I was born in Kilmarnock, which is very close to Glasgow, but became based in Glasgow when I began to work in the arts. Being based in Scotland is the reason I’ve been able to have the career I have had, because Creative Scotland (our national arts funder) has supported the development of work and careers of disabled artists to an extent that no other country I think has so far.  But I think in terms of character and identity, it’s meant that humour has always been important to me, and more specifically quite dry, self-deprecating humour is definitely often present in my work which I think is quite characteristic of Scottish people.

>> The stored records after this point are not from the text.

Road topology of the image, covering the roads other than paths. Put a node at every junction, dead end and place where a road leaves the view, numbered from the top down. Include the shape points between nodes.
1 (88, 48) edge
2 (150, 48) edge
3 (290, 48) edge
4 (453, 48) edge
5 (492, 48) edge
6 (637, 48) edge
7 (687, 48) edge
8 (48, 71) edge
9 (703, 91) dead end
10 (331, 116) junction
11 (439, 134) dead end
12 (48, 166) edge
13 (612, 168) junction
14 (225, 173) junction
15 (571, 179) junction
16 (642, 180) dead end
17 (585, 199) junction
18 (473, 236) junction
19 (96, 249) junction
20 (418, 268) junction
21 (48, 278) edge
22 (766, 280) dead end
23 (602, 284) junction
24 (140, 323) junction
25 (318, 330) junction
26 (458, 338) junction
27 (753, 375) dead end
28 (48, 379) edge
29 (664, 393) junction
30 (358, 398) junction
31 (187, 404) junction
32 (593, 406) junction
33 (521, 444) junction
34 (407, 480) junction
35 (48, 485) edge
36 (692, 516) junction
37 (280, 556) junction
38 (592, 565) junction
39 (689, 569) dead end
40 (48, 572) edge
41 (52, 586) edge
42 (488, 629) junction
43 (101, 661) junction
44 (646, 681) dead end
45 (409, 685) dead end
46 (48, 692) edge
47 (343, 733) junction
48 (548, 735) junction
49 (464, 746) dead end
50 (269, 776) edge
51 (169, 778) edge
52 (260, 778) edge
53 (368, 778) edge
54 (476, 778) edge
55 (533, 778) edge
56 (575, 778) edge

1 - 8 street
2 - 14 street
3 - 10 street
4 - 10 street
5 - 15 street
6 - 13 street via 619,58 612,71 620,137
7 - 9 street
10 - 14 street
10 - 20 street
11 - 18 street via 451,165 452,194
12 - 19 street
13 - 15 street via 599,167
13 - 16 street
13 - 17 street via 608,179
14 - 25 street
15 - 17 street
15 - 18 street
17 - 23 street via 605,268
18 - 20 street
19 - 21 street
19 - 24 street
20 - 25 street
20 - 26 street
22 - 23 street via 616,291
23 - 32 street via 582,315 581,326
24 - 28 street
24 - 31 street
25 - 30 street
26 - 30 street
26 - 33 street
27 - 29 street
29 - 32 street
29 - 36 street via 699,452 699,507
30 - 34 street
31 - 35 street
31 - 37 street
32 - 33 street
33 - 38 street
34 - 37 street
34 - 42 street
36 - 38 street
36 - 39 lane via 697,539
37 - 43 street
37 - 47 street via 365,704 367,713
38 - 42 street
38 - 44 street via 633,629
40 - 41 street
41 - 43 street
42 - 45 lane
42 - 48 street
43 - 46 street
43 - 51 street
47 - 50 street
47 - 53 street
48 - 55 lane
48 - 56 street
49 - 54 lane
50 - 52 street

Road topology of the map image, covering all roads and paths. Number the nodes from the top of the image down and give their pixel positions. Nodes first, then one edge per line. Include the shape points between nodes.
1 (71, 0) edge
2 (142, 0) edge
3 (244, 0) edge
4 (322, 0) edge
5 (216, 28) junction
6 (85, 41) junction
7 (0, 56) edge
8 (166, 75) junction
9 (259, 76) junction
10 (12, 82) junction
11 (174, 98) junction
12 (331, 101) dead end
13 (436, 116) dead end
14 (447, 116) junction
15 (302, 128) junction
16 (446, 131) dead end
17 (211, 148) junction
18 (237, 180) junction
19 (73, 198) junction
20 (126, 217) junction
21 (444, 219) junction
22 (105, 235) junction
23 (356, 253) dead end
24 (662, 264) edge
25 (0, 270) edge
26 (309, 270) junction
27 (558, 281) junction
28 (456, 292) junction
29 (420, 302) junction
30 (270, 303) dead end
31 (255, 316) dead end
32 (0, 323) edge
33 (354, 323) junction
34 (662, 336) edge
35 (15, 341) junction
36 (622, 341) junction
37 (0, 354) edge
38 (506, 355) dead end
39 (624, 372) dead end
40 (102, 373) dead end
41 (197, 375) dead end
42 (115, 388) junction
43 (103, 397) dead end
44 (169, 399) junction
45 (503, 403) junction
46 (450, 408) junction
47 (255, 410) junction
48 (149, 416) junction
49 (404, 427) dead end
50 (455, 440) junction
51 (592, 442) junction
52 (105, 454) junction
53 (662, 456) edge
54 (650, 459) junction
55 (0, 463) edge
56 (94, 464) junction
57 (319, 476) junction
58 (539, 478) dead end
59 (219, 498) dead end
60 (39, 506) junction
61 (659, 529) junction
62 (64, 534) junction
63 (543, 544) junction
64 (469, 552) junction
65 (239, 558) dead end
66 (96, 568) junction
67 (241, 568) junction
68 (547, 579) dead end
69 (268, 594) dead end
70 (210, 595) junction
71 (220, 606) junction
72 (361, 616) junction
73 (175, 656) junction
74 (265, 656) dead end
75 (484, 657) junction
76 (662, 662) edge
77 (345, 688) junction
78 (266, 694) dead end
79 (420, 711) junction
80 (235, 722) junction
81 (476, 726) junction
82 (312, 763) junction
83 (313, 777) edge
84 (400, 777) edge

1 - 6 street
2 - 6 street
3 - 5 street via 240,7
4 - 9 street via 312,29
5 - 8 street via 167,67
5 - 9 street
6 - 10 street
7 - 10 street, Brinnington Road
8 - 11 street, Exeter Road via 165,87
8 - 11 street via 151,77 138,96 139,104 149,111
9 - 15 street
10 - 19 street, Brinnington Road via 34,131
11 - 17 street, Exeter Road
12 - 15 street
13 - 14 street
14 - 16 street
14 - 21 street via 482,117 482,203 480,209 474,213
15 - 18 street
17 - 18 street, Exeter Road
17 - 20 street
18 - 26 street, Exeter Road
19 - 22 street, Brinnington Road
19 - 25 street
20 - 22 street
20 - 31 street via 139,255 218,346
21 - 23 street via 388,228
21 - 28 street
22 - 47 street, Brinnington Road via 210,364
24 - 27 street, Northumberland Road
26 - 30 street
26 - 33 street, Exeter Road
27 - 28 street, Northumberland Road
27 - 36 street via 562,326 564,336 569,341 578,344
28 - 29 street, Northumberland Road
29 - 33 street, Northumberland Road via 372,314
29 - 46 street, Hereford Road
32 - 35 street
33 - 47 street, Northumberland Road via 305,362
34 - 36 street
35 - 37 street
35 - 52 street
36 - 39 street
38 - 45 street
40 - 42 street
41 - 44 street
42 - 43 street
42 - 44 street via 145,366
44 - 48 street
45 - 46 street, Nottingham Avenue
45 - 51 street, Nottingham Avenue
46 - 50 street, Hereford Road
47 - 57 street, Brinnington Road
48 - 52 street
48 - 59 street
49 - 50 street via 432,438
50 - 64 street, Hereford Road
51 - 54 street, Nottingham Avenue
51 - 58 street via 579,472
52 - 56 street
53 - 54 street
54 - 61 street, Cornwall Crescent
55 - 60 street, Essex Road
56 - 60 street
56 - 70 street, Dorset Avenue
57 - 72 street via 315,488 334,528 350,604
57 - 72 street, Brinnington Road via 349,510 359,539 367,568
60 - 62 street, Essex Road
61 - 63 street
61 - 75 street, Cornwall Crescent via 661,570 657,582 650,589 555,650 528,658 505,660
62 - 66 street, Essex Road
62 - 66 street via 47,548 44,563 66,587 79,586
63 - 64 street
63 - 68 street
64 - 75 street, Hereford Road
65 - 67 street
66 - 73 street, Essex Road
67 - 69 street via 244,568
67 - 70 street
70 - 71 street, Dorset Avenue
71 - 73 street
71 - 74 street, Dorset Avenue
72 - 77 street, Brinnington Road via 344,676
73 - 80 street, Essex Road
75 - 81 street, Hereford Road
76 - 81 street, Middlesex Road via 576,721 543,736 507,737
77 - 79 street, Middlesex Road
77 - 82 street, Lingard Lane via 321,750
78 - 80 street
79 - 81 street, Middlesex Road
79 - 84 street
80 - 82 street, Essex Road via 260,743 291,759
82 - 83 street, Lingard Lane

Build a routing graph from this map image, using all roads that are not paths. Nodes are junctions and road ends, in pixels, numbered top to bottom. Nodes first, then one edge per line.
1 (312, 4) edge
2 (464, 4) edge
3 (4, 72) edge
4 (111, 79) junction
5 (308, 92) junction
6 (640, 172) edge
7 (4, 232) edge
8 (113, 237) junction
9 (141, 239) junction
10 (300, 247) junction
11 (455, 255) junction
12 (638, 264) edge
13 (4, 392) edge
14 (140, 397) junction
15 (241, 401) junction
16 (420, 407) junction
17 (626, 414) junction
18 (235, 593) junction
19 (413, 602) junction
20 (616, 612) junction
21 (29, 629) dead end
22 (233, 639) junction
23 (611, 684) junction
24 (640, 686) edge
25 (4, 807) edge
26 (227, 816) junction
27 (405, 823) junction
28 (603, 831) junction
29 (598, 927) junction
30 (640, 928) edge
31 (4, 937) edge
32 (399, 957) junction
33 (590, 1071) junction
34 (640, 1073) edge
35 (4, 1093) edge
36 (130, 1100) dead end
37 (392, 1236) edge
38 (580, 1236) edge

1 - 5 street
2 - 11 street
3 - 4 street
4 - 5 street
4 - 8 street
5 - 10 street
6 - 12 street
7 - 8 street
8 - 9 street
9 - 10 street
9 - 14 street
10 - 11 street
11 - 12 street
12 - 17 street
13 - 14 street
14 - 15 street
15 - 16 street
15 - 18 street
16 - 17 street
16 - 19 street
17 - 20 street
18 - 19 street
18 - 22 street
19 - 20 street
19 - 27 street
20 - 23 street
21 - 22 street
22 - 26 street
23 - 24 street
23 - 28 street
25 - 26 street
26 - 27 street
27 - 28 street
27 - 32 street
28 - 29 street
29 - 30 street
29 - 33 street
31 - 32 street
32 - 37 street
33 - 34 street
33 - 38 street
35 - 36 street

I find it an important element of my work in terms of creating connection with an audience and also a means of being able to touch on quite serious topics but not alienate people.

What accessible performances have you got coming up for The Way You Look (at me) Tonight within the UK?  Where will the international tour take you?

We have 2 shows coming up very soon at The Place in London, on the 14th and 15th May.  The Place have been great supporters of my work and I’m really looking forward to performing there again.  We have Audio Description available both nights, with a preshow Touch Tour on 15th May, and on 14th May there will be Sign Language Interpretation by Jeni Draper.

Our current tour this April and May takes us to Leipzig, and Bremen in Germany, to Zurich in Switzerland and to Umeå in Sweden, so a really nice trip.

You are currently developing a new work Thank You Very Much which will premiere at Manchester International Festival this year. Can tell us a bit about your new work and plans for the future? 

My new work is a group piece – really the first time I have brought together a company of performers, and I have specifically invited a group of artists who also self-identify as disabled artists, and individuals who I really appreciate as dancers and wanted to work with.  

The work is based around all of us (myself included as I am also performing) having gone and trained with professional Elvis Presley Tribute Artists (yes really!). I became curious about the idea that perhaps many disabled people – particularly those of us who were disabled children – spent a lot of their life training, particularly through “therapies” such as physiotherapy, speech therapy – in a way trying to be like someone else. Or actually more trying to be like a mythological body or person that none of us could ever become no matter how hard we worked.  And more recently I began to think that perhaps this was a bit like people who work to try to perform like someone else, in particular, some idol, or idealised person.

And I thought there was something interesting in this comparison, but also quite fun to look at. Also to be honest I’ve always been a bit of an Elvis fan and it gave me an opportunity to indulge that a little! There are also things in Elvis’ movement that I find interesting as a choreographer that I felt I related to as a disabled person and so that also is a foundation of the research.